La casa che non c’è
WJ #139La casa che non c’è. L’emergenza abitativa degli studenti universitari fuorisede a Bologna
Era una casa molto carina, senza soffitto, senza cucina;
non si poteva entrarci dentro, perché non c’era il pavimento
Vinicius de Moraes
L’emergenza abitativa è cruciale non solo per le quasi 2,5 milioni di famiglie che, secondo i dati Istat, spendono per la casa una quota uguale o superiore al 40% del reddito disponibile, ma anche per gli studenti universitari fuori sede. Recentemente si sono fatti carico di questa problematica, portando all’attenzione delle istituzioni il tema attraverso manifestazioni e proteste che si sono diffuse in tutto il paese. A Bologna, città universitaria per eccellenza, l’aumento drammatico di questo fenomeno è una vera e propria lotta quotidiana contro prezzi lievitati rispetto agli anni precedenti, poiché il costo di una stanza va mediamente dai 500 ai 700 euro circa al mese, per non parlare dei contratti in nero e delle truffe on line denunciate nei social. La ricerca di un alloggio per chi viene da fuori non è mai stata semplice in questa città già prima della pandemia. Oggi, con il ritorno totale in presenza delle lezioni, il nuovo boom del turismo e il caro bollette, trovare un alloggio a costi affrontabili quasi impossibile. Come se non bastasse, a tutto questo si aggiungono, nei “provini”, i colloqui con proprietari e futuri inquilini, discriminazioni in termini di sesso, occupazione, provenienza e persino orientamento sessuale.

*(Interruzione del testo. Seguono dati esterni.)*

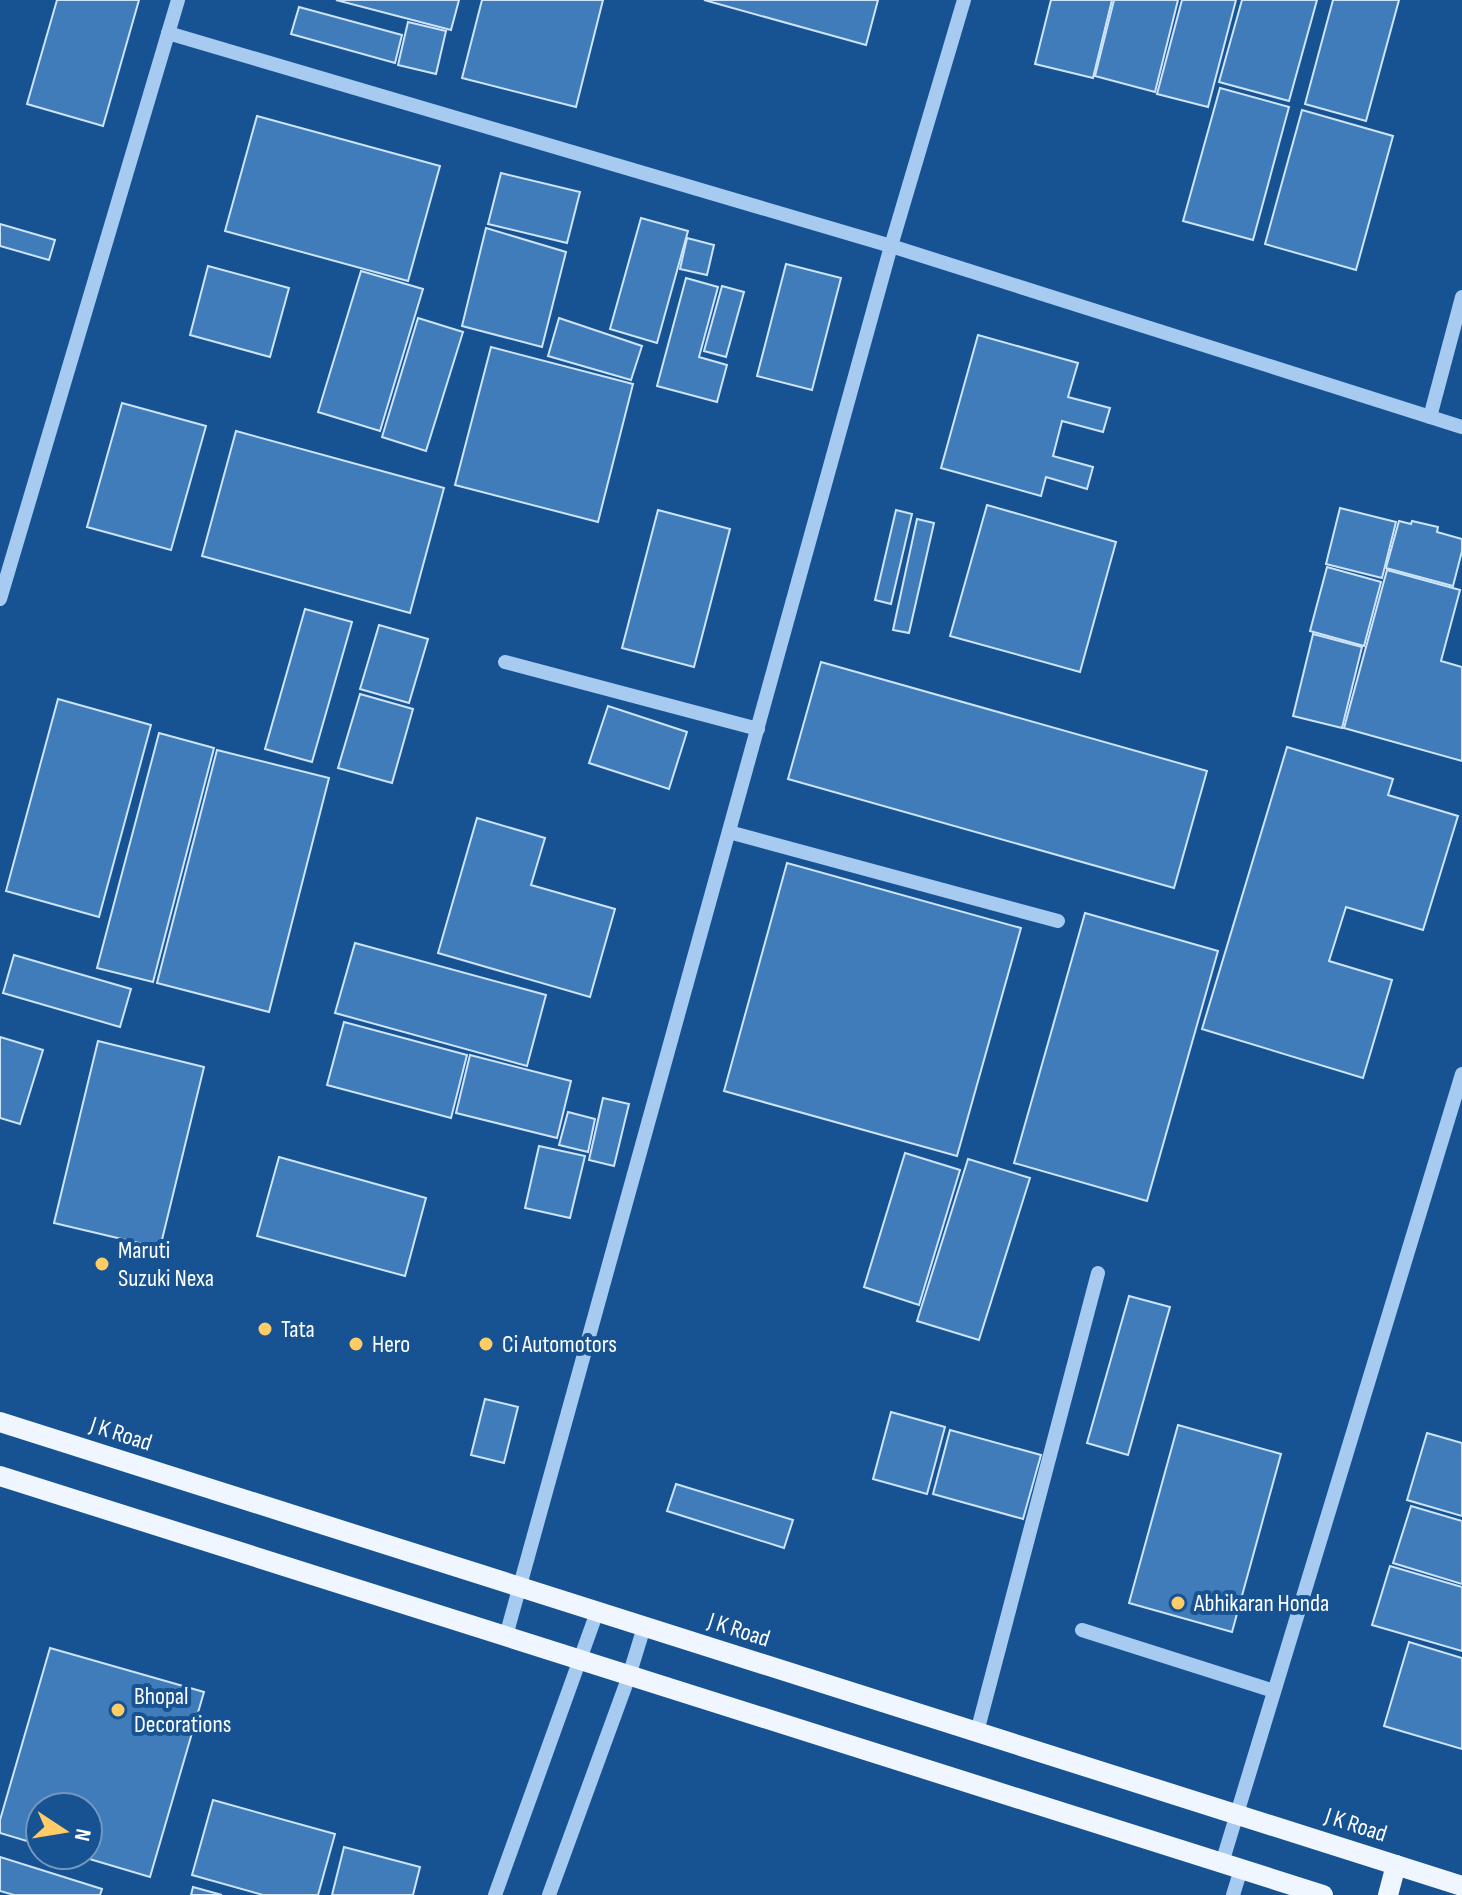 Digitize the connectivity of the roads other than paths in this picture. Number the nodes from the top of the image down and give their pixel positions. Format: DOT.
graph roads {
  1 [pos="178,0"];
  2 [pos="964,0"];
  3 [pos="168,33"];
  4 [pos="891,246"];
  5 [pos="1462,297"];
  6 [pos="1430,417"];
  7 [pos="1462,427"];
  8 [pos="0,599"];
  9 [pos="505,662"];
  10 [pos="758,729"];
  11 [pos="729,832"];
  12 [pos="1058,921"];
  13 [pos="1462,1074"];
  14 [pos="1098,1273"];
  15 [pos="0,1422"];
  16 [pos="0,1476"];
  17 [pos="519,1587"];
  18 [pos="597,1612"];
  19 [pos="644,1627"];
  20 [pos="1082,1630"];
  21 [pos="506,1636"];
  22 [pos="581,1660"];
  23 [pos="629,1675"];
  24 [pos="1274,1691"];
  25 [pos="977,1732"];
  26 [pos="1237,1815"];
  27 [pos="1396,1865"];
  28 [pos="1232,1866"];
  29 [pos="1462,1886"];
  30 [pos="495,1895"];
  31 [pos="549,1895"];
  32 [pos="1233,1895"];
  33 [pos="1323,1895"];
  34 [pos="1388,1895"];
  1 -- 3 [label="street"];
  2 -- 4 [label="street"];
  3 -- 4 [label="street"];
  3 -- 8 [label="street"];
  4 -- 6 [label="street"];
  4 -- 10 [label="street"];
  5 -- 6 [label="street"];
  6 -- 7 [label="street"];
  9 -- 10 [label="street"];
  10 -- 11 [label="street"];
  11 -- 12 [label="street"];
  11 -- 17 [label="street"];
  13 -- 24 [label="street"];
  14 -- 25 [label="street"];
  15 -- 17 [label="main road, J K Road"];
  16 -- 21 [label="main road"];
  17 -- 18 [label="main road, J K Road"];
  17 -- 21 [label="street"];
  18 -- 19 [label="main road, J K Road"];
  18 -- 22 [label="street"];
  19 -- 23 [label="street"];
  19 -- 25 [label="main road, J K Road"];
  20 -- 24 [label="street"];
  21 -- 22 [label="main road"];
  22 -- 23 [label="main road"];
  22 -- 30 [label="street"];
  23 -- 28 [label="main road"];
  23 -- 31 [label="street"];
  24 -- 26 [label="street"];
  25 -- 26 [label="main road, J K Road"];
  26 -- 27 [label="main road, J K Road"];
  26 -- 28 [label="street"];
  27 -- 29 [label="main road, J K Road"];
  27 -- 34 [label="main road"];
  28 -- 32 [label="street"];
  28 -- 33 [label="main road"];
} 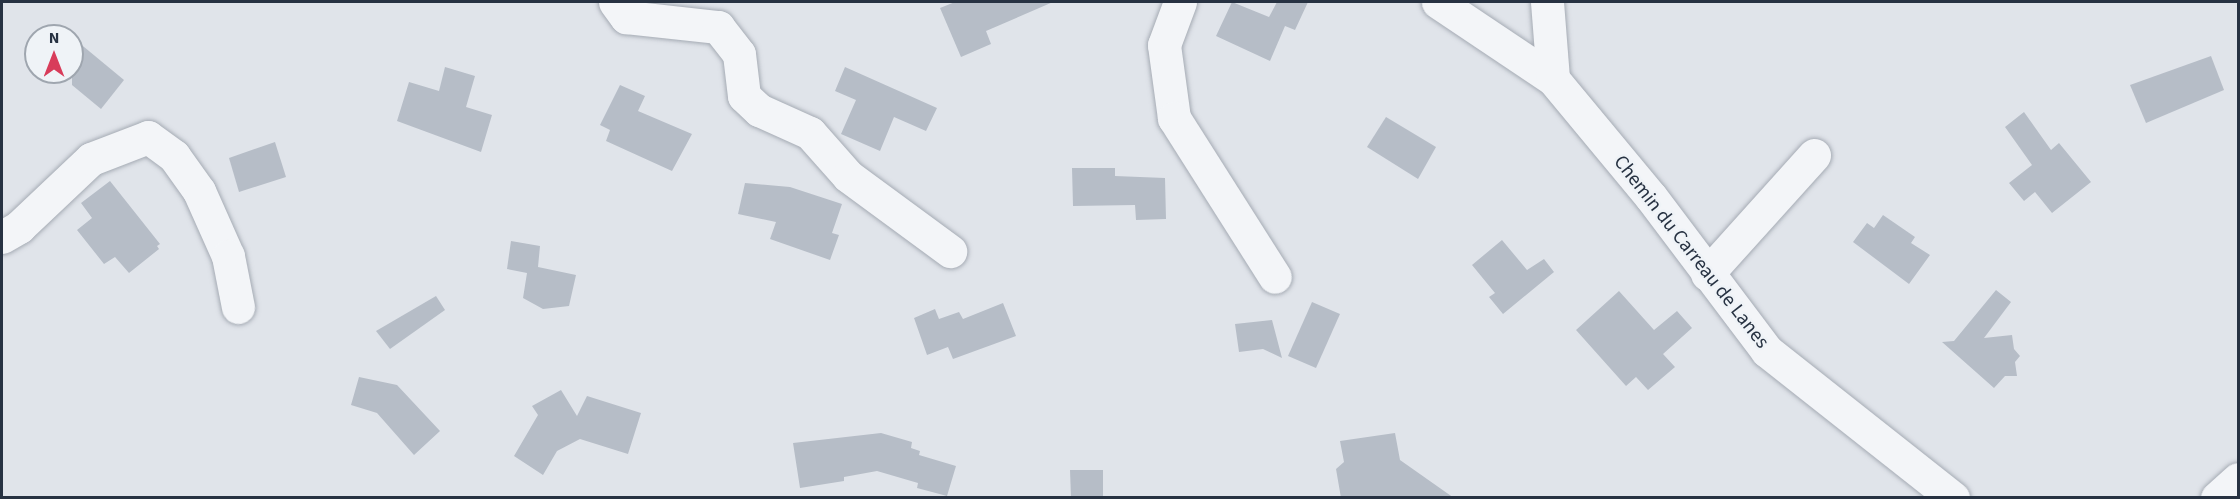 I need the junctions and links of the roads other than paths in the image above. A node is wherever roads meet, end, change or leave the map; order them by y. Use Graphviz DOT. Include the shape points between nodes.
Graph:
graph roads {
  1 [pos="615,2"];
  2 [pos="1180,2"];
  3 [pos="1438,2"];
  4 [pos="1547,2"];
  5 [pos="1553,79"];
  6 [pos="1814,155"];
  7 [pos="2,237"];
  8 [pos="950,251"];
  9 [pos="1707,274"];
  10 [pos="1275,277"];
  11 [pos="238,307"];
  12 [pos="2238,479"];
  13 [pos="1953,498"];
  14 [pos="2217,498"];
  1 -- 8 [label="street" via="626,17 718,27 739,54 744,96 759,110 810,133 848,176"];
  2 -- 10 [label="street" via="1164,45 1174,118"];
  3 -- 5 [label="street, Chemin du Carreau de Lanes"];
  4 -- 5 [label="street"];
  5 -- 9 [label="street, Chemin du Carreau de Lanes" via="1651,197"];
  6 -- 9 [label="street"];
  7 -- 11 [label="street" via="19,227 91,159 148,137 174,156 199,191 228,256"];
  9 -- 13 [label="street, Chemin du Carreau de Lanes" via="1767,351"];
  12 -- 14 [label="street"];
}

Il progetto fotografico racconta le proteste e la situazione di alcuni di questi studenti: Tecla, ad un passo dalla laurea, pendolare dalla Toscana, prende due treni e un autobus pur di finire gli esami e scrivere la tesi; Giammarco, appena laureato, vive in un ostello da mesi in attesa di trovare una stanza; Elena, al primo anno di studi, condivide il letto con sua sorella, più fortunata; Giorgia, al primo anno, sta affrontando un processo di transizione di genere per via del quale ha ricevuto numerose discriminazioni sessuali durante la ricerca di un’abitazione. E ancora B. dalla Repubblica del Congo: attualmente vive in un monolocale senza cucina, all’interno di una struttura che in cambio dell’alloggio gli ha fornito un lavoro; se a questo si aggiunge che deve studiare per dare gli esami la situazione risulta estremamente critica.
Ha ancora senso scegliere di studiare in questa città se viverci è diventato così difficile?